▸ What the task requires
Could you write out every entry exactly as it stands?

▸ Provided information
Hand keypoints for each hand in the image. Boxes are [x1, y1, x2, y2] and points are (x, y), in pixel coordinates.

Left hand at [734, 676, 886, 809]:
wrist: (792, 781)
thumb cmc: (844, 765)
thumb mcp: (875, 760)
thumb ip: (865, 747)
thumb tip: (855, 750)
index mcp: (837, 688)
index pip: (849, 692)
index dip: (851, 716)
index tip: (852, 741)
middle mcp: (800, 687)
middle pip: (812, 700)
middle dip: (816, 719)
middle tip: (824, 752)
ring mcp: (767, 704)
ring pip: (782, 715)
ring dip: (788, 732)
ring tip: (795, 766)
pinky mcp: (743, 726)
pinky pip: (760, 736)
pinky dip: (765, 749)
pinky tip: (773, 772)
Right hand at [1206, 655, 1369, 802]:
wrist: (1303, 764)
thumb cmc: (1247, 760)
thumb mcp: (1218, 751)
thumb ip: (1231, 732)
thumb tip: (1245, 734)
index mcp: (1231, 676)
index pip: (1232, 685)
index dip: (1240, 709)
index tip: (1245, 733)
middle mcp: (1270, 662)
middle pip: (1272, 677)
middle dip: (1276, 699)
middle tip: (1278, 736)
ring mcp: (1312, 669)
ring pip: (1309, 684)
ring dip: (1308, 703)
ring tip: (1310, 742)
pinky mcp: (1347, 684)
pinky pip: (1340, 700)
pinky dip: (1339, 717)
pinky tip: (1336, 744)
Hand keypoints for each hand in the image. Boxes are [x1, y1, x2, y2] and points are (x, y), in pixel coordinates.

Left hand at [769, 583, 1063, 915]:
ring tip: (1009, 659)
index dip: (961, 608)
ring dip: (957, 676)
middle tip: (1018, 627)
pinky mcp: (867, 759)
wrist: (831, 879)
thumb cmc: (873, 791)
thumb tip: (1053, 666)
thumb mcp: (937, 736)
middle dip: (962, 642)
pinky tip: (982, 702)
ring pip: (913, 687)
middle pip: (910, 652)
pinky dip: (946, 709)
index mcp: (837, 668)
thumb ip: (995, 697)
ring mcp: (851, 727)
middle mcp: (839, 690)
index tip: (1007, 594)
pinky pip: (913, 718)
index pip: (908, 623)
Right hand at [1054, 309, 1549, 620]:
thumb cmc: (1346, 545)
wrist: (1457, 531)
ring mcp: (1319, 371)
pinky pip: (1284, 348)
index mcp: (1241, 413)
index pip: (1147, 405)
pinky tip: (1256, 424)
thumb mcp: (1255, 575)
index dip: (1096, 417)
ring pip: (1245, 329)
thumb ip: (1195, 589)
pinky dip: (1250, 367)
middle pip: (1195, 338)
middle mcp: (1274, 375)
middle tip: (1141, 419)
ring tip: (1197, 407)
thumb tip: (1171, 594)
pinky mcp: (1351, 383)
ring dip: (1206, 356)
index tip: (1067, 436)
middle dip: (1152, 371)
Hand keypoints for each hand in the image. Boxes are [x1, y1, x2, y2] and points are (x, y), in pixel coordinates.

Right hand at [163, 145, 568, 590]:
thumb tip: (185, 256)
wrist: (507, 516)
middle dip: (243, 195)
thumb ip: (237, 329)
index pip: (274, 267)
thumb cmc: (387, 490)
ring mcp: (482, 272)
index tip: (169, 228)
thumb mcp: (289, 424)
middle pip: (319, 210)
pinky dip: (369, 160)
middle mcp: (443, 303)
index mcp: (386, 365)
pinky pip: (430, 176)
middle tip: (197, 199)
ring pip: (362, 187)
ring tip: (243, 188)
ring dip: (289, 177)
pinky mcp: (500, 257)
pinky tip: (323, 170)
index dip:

▸ Answer section
Hand keypoints for each hand in the image. Boxes are [x1, y1, x2, y2] and points are (x, y), in pixel coordinates.

Left hand at [734, 676, 886, 809]:
wrist: (792, 781)
thumb cmc: (844, 765)
thumb mcp: (875, 760)
thumb ip: (865, 747)
thumb tip: (855, 750)
index mcp: (837, 688)
index pip: (849, 692)
index dip: (851, 716)
index tip: (852, 741)
middle mcp: (800, 687)
middle pip: (812, 700)
middle dip: (816, 719)
middle tip: (824, 752)
ring mcp: (767, 704)
ring pip: (782, 715)
ring dip: (788, 732)
ring tip: (795, 766)
pinky mcp: (743, 726)
pinky pip: (760, 736)
pinky dip: (765, 749)
pinky tip: (773, 772)
Right hand at [1206, 655, 1369, 802]:
wrist: (1303, 764)
thumb cmc: (1247, 760)
thumb mcp: (1218, 751)
thumb ip: (1231, 732)
thumb tip: (1245, 734)
index mcp: (1231, 676)
index pip: (1232, 685)
index dip: (1240, 709)
index tip: (1245, 733)
middle mcp: (1270, 662)
middle pip: (1272, 677)
middle dip: (1276, 699)
middle tip: (1278, 736)
ring mcp: (1312, 669)
ring pip: (1309, 684)
ring dip: (1308, 703)
ring tip: (1310, 742)
pinky mcp: (1347, 684)
pinky pip: (1340, 700)
pinky dip: (1339, 717)
pinky tip: (1336, 744)
Hand keypoints for each hand in the image. Boxes are [x1, y1, x2, y2] and points are (x, y), in pixel coordinates.

Left hand at [769, 583, 1063, 915]:
ring tip: (1009, 659)
index dip: (961, 608)
ring dip: (957, 676)
middle tip: (1018, 627)
pinky mcp: (867, 759)
wrist: (831, 879)
thumb cmc: (873, 791)
thumb tip: (1053, 666)
thumb mcp: (937, 736)
middle dip: (962, 642)
pinky tip: (982, 702)
ring pip: (913, 687)
middle pip: (910, 652)
pinky dip: (946, 709)
index mcp: (837, 668)
thumb ip: (995, 697)
ring mcp: (851, 727)
middle mcp: (839, 690)
index tip: (1007, 594)
pinky pip: (913, 718)
index pip: (908, 623)
Right hand at [1054, 309, 1549, 620]:
thumb cmc: (1346, 545)
wrist: (1457, 531)
ring mcp: (1319, 371)
pinky pip: (1284, 348)
index mcp: (1241, 413)
index pip: (1147, 405)
pinky tip: (1256, 424)
thumb mcp: (1255, 575)
index dip: (1096, 417)
ring pip: (1245, 329)
thumb ip: (1195, 589)
pinky dip: (1250, 367)
middle pip: (1195, 338)
middle mcp: (1274, 375)
middle tip: (1141, 419)
ring tip: (1197, 407)
thumb tip: (1171, 594)
pinky mcp: (1351, 383)
ring dip: (1206, 356)
index tip: (1067, 436)
middle dip: (1152, 371)
Hand keypoints for each hand in the image. Boxes are [x1, y1, x2, y2] and points are (x, y), in pixel coordinates.

Right hand at [163, 145, 568, 590]:
thumb tip: (185, 256)
wrist: (507, 516)
middle dip: (243, 195)
thumb ip: (237, 329)
index pip: (274, 267)
thumb cmc: (387, 490)
ring mcp: (482, 272)
index tip: (169, 228)
thumb mcp: (289, 424)
middle pip: (319, 210)
pinky dip: (369, 160)
middle mcp: (443, 303)
index mcp: (386, 365)
pinky pip: (430, 176)
middle tip: (197, 199)
ring pip: (362, 187)
ring tip: (243, 188)
ring dip: (289, 177)
pinky mcp: (500, 257)
pinky tip: (323, 170)
index dip:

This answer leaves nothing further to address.